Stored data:

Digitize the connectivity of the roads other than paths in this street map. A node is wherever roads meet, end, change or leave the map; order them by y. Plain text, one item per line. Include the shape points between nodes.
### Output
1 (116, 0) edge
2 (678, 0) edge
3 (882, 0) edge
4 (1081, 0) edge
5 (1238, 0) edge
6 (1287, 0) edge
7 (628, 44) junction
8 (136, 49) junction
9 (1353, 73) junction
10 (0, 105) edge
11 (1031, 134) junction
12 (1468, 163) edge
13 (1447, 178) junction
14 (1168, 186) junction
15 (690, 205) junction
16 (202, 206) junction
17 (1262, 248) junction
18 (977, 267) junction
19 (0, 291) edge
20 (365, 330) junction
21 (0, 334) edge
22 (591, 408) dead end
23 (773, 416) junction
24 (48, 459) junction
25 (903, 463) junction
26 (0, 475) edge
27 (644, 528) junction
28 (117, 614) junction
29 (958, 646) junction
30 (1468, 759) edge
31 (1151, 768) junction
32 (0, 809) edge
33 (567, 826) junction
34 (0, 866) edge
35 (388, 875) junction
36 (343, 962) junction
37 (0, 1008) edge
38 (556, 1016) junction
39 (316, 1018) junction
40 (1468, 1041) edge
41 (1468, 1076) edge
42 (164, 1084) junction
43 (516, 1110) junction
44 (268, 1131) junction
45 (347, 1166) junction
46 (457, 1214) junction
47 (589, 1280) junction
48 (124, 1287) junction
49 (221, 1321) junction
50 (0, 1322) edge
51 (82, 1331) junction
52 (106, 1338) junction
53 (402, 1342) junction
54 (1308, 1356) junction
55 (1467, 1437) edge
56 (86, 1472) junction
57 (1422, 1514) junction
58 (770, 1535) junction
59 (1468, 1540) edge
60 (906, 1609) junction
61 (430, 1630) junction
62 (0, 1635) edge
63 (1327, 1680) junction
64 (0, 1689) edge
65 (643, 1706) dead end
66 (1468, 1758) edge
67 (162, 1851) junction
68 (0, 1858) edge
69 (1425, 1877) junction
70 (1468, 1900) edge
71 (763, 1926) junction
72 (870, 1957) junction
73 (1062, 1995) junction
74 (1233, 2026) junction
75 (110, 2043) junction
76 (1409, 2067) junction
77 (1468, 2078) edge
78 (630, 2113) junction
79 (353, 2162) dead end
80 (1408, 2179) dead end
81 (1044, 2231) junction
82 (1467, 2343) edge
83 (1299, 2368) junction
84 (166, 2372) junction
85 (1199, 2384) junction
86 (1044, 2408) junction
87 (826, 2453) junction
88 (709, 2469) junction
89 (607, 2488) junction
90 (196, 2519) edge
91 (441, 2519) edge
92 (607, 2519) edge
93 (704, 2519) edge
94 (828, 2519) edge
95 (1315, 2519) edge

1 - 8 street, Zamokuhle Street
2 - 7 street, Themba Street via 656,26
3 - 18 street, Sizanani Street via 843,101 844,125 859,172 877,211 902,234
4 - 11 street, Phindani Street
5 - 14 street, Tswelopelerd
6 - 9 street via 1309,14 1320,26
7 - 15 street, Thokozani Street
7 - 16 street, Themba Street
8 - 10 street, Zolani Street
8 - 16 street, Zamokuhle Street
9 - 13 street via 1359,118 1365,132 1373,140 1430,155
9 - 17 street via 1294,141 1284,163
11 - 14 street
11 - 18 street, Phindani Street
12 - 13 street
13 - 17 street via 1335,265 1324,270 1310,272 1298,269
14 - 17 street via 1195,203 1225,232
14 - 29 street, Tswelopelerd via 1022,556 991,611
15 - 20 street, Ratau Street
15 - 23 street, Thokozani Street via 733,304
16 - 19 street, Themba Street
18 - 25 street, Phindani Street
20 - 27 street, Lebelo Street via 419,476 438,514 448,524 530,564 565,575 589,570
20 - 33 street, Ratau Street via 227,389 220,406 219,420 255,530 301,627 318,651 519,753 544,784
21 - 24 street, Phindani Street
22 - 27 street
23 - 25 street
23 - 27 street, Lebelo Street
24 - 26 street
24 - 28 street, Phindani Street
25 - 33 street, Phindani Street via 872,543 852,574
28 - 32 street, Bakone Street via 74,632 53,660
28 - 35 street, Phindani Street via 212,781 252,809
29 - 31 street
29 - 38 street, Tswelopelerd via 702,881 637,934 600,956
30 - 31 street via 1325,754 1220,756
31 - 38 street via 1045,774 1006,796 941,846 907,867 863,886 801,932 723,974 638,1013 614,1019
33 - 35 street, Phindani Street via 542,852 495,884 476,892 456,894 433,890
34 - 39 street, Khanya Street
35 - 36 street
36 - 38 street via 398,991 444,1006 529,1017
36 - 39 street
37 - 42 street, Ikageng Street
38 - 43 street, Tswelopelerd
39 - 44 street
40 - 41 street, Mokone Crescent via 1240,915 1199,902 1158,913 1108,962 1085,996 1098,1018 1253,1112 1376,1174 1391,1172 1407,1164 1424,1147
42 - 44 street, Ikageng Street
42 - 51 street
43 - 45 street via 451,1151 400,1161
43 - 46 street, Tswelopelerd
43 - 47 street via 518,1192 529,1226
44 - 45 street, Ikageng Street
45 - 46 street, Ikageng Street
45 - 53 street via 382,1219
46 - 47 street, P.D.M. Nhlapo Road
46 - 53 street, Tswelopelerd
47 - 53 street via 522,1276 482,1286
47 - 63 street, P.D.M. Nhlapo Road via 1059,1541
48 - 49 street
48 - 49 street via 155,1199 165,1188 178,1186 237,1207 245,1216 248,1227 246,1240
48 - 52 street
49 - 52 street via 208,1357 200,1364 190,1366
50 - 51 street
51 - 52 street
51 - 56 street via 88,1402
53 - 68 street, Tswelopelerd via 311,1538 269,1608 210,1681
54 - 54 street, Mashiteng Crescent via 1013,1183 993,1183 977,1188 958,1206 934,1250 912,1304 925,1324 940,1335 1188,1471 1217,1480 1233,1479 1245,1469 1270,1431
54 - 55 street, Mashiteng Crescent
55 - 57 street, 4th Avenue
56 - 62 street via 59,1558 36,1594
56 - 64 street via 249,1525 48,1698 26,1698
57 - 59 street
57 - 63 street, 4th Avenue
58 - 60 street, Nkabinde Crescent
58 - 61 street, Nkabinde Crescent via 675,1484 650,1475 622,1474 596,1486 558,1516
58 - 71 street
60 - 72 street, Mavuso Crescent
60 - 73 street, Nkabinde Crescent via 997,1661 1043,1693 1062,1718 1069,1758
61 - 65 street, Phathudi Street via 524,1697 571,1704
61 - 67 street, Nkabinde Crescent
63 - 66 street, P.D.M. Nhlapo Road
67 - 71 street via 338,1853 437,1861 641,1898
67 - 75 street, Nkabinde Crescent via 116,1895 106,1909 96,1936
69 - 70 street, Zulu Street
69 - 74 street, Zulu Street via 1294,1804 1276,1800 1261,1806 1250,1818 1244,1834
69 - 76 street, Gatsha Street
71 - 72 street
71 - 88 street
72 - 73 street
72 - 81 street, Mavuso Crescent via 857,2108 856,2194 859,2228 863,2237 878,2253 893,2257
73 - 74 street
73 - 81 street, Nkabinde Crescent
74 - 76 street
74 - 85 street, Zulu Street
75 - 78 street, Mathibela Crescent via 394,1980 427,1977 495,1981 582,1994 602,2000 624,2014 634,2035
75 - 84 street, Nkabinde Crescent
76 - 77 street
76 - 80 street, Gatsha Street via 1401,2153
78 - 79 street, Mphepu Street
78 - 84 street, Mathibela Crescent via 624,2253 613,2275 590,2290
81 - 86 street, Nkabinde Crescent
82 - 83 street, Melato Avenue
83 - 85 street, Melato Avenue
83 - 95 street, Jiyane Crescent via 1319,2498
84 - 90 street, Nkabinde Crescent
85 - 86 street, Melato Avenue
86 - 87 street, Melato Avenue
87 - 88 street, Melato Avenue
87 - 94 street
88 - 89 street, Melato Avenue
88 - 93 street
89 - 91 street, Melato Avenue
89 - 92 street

## TASK REQUIREMENTS
Check every line of the entries above, and copy those that carry the string "Ikageng".

## RESULT FOR THIS TASK
37 - 42 street, Ikageng Street
42 - 44 street, Ikageng Street
44 - 45 street, Ikageng Street
45 - 46 street, Ikageng Street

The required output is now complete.